• **DIRECTIONS FOR THIS TASK**: The answer must be every line of the records below that contains the word "nodes", copied out.

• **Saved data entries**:
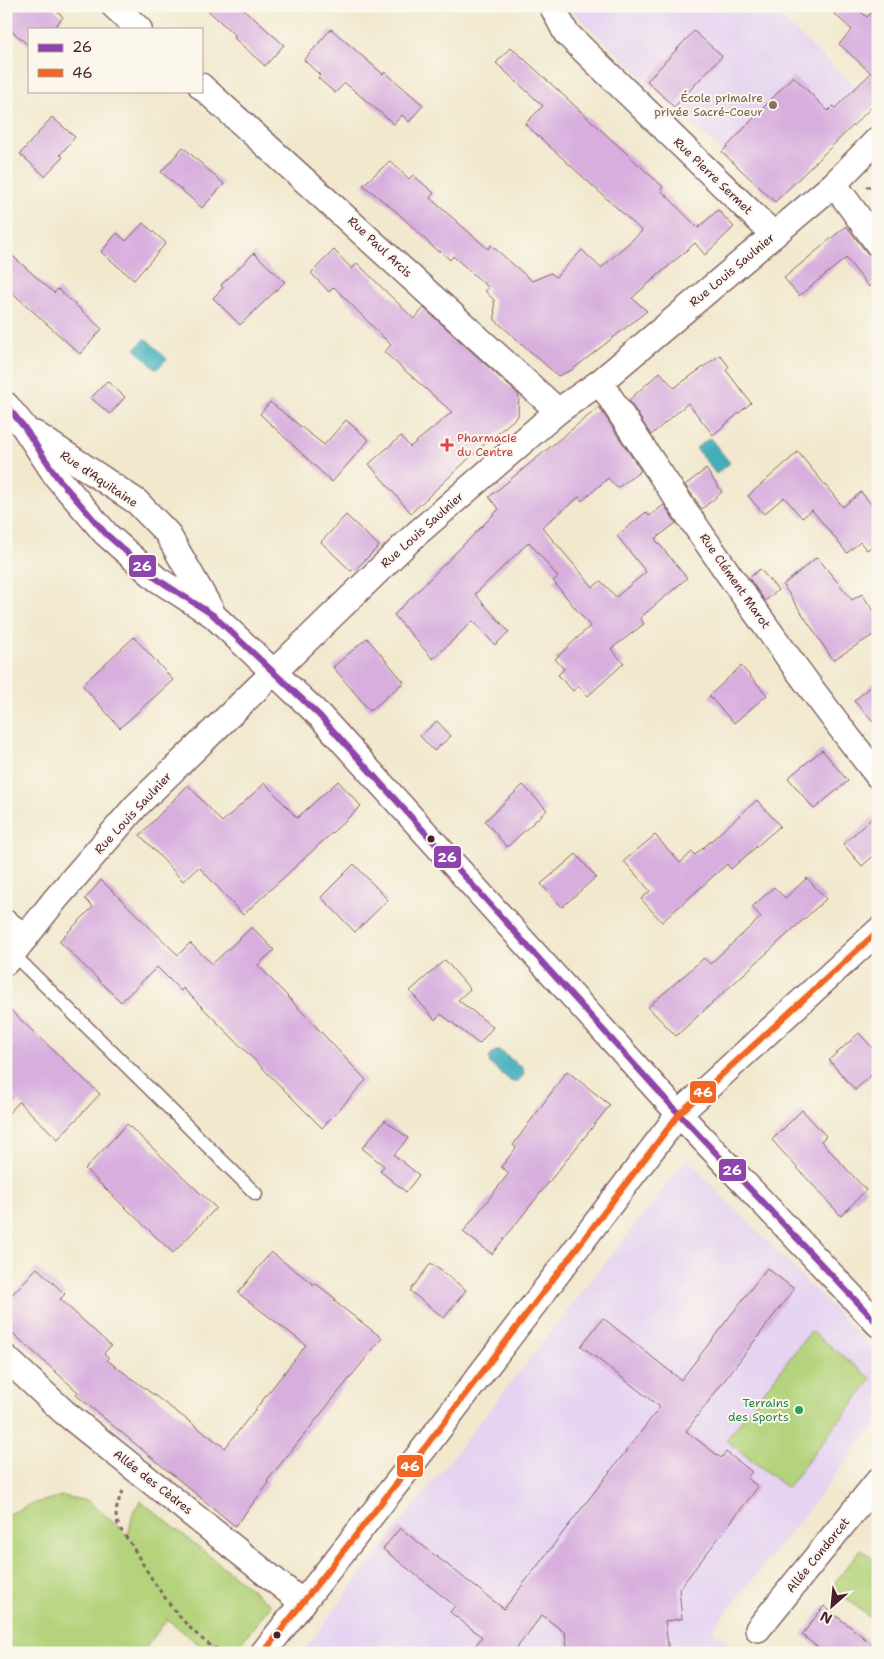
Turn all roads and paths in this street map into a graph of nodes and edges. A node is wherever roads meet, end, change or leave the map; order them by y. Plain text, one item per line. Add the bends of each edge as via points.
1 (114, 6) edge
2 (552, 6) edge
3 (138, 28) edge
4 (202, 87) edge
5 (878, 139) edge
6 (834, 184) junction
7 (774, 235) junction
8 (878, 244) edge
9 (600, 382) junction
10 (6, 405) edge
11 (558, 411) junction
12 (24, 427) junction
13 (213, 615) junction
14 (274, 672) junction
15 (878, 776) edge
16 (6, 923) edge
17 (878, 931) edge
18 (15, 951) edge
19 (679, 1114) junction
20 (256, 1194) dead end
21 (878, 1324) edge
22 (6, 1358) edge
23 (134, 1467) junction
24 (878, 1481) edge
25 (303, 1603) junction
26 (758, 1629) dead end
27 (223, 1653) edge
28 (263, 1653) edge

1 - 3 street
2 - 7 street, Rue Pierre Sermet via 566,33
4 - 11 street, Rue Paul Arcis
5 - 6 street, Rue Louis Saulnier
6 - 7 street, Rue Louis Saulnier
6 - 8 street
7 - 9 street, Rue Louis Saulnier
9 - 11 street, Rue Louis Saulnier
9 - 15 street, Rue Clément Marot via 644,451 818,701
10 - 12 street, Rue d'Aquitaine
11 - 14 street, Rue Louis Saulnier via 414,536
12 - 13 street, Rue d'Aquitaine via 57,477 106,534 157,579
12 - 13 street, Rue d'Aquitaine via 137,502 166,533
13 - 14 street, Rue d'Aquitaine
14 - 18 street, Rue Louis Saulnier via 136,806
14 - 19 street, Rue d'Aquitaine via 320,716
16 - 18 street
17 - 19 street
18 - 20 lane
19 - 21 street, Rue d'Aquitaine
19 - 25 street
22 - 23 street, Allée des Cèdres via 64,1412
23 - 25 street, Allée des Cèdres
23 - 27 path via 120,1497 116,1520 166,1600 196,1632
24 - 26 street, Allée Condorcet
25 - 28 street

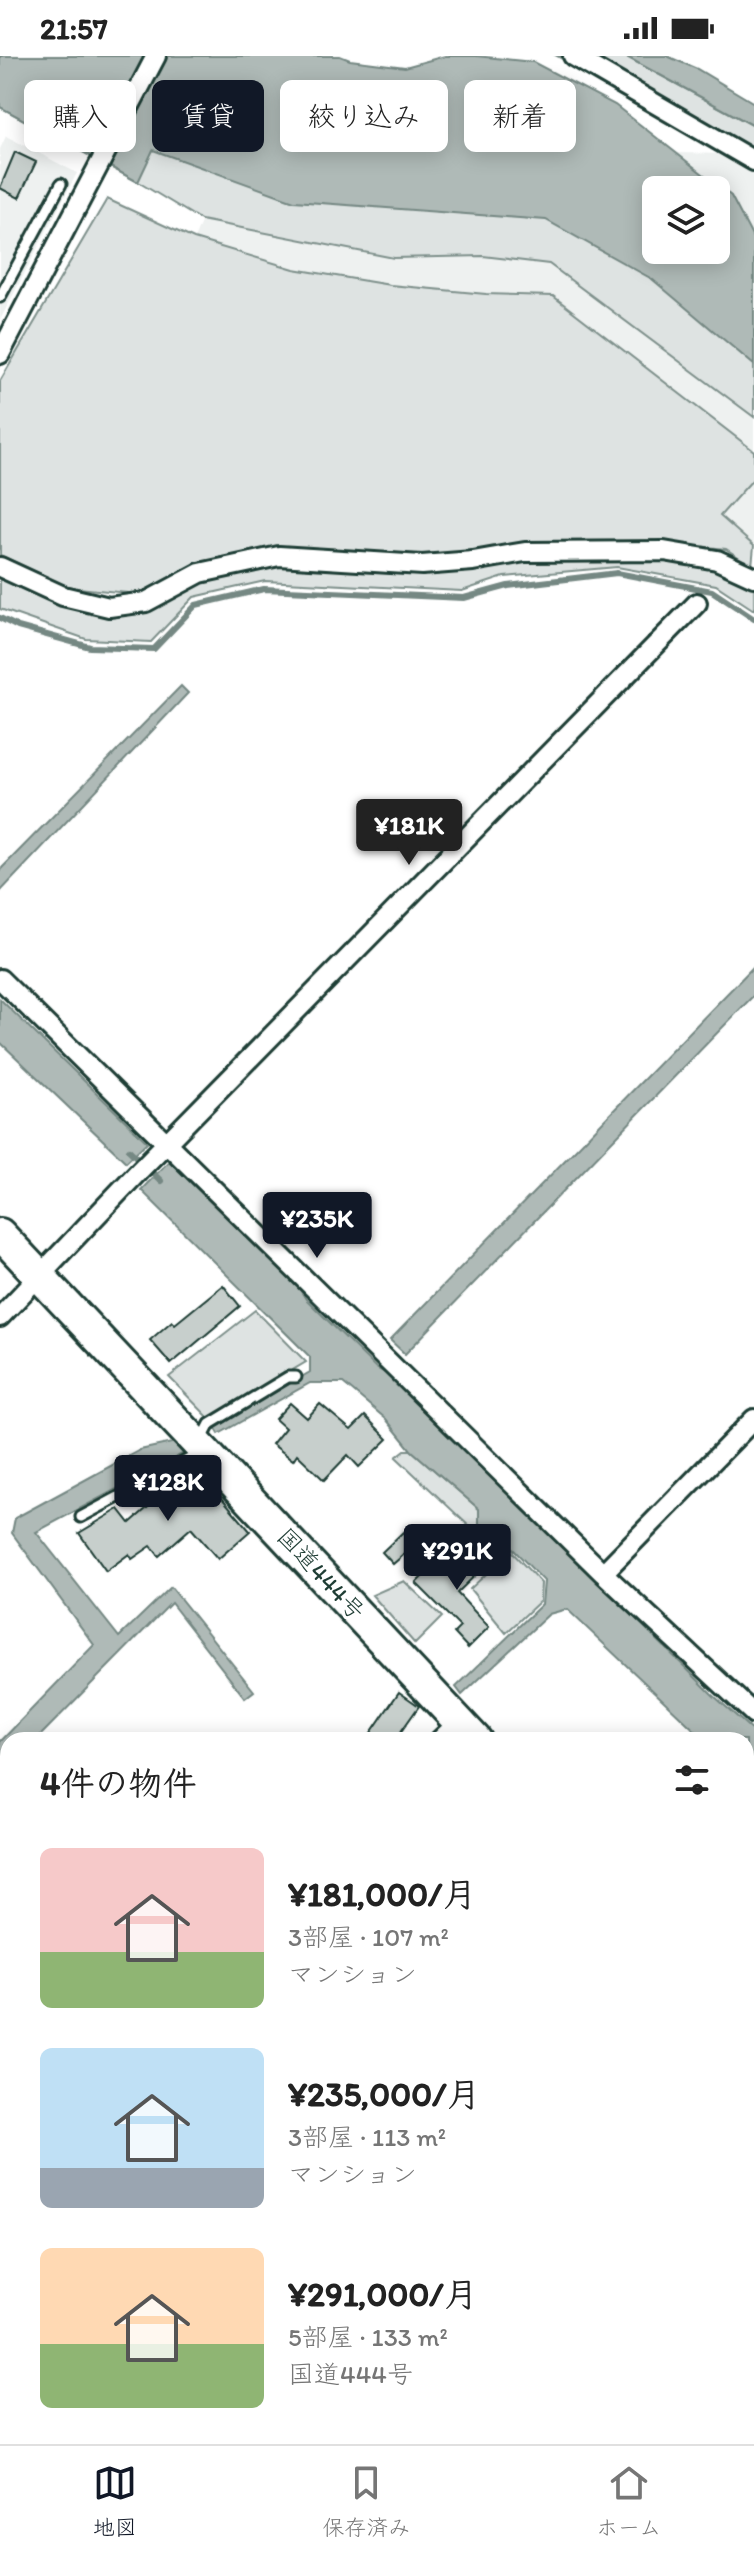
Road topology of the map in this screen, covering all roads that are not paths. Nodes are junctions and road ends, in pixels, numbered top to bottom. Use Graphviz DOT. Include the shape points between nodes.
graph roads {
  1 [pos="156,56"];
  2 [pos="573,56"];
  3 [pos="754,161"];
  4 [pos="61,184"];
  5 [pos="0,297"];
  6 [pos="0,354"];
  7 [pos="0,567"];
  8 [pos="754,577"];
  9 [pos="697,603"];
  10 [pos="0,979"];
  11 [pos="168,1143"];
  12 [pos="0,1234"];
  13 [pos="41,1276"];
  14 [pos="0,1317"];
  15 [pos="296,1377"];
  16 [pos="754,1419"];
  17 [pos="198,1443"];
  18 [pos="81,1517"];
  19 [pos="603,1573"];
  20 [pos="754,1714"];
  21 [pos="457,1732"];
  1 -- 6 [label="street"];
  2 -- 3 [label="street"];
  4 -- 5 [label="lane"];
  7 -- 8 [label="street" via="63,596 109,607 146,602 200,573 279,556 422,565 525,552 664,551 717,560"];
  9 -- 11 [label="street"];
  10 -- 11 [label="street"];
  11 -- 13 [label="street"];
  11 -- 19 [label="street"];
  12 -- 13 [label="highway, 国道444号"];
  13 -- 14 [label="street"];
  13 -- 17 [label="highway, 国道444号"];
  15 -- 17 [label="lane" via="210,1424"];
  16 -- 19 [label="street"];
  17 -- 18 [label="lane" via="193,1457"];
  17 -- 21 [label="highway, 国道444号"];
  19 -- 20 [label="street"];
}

• **ANSWER AREA**:
Turn all roads and paths in this street map into a graph of nodes and edges. A node is wherever roads meet, end, change or leave the map; order them by y. Plain text, one item per line. Add the bends of each edge as via points.
Road topology of the map in this screen, covering all roads that are not paths. Nodes are junctions and road ends, in pixels, numbered top to bottom. Use Graphviz DOT. Include the shape points between nodes.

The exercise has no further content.